Public Health Administration course may be made mandatory

The Health Department is all set to usher in dynamism and professionalism into the State Health Services by developing a dedicated cadre of public health management professionals within the system.

As part of the capacity-building exercise, a fully-sponsored two-year professional course – Master of Public Health Administration – is being launched exclusively for those in Health Service, Health officials say.

The course, being designed by the Department of Community Medicine, Thiruvananthapuram Medical College, is all set to be launched in May this year itself, pending final approval from the Kerala University of Health and Allied Sciences.

Public health experts have always pointed it out to be a major lacuna that the State does not have a separate wing for handling public health, or a cadre of public health specialists to guide policy makers or to manage public health crises effectively.

If the proposal put forth by the Health Department moves ahead, the two-year postgraduate course may become a necessary qualification for anyone wishing to go up the career ladder in the Health Service administrative cadre, to the rank of Deputy Director and above.

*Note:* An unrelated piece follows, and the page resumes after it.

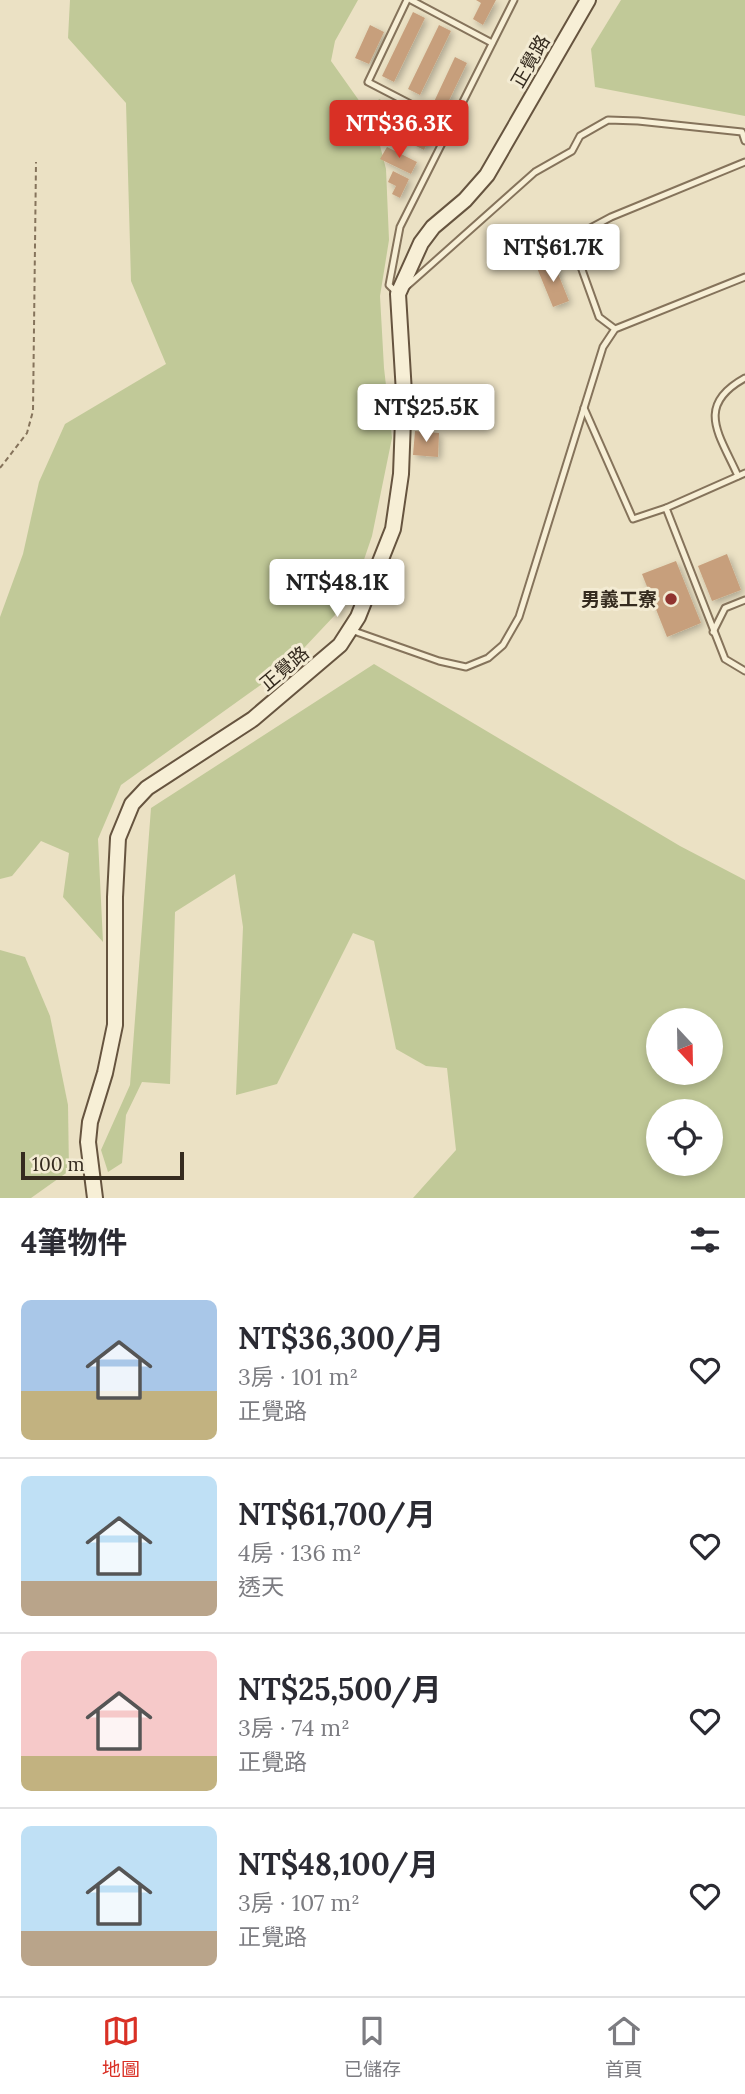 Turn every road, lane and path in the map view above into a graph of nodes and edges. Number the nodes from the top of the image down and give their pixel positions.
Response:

“What we have proposed is that a cadre of public health specialists be developed within the system so that they can take ownership of the system and contribute more towards improving it. We want our health system managed more professionally, for which it is important that those within the system have good administrative skills and a clear perspective on public health policies,” a senior Health official says.

For the PG course, nearly 15 seats may be made available every year at the Community Medicine Department.

An MBBS degree will be the basic qualification for applicants.

The course is being designed in such a manner that class room academics will not extend for more than eight or nine months. The training approach will be hands-on, and the ‘students’ will be engaged in managing field activities and projects within the Health Department as part of the course.

The course content will have modules on epidemiology, research, health policy formulation, management, programme implementation evaluation etc, and will be oriented towards the management of Health Services. The government has sought the academic and professional expertise of institutions like the Asian School of Business, Indian Institute of Management, Achutha Menon Centre for Health Science Studies, Public Health Foundation of India, as well as external faculty like the National Institute for Clinical Excellence (NICE), UK, in running the course.

“It is good that the State is making public health its priority and giving full patronage to the academic programme under the NRHM.

This is quite an investment that the government will have to find – the fee for the faculty, salaries of the candidates undergoing the course, and salaries of those who will be appointed on contract in their place interim etc. But the investment will be one for the future, says K. Vijayakumar, the Head of Community Medicine, MCH.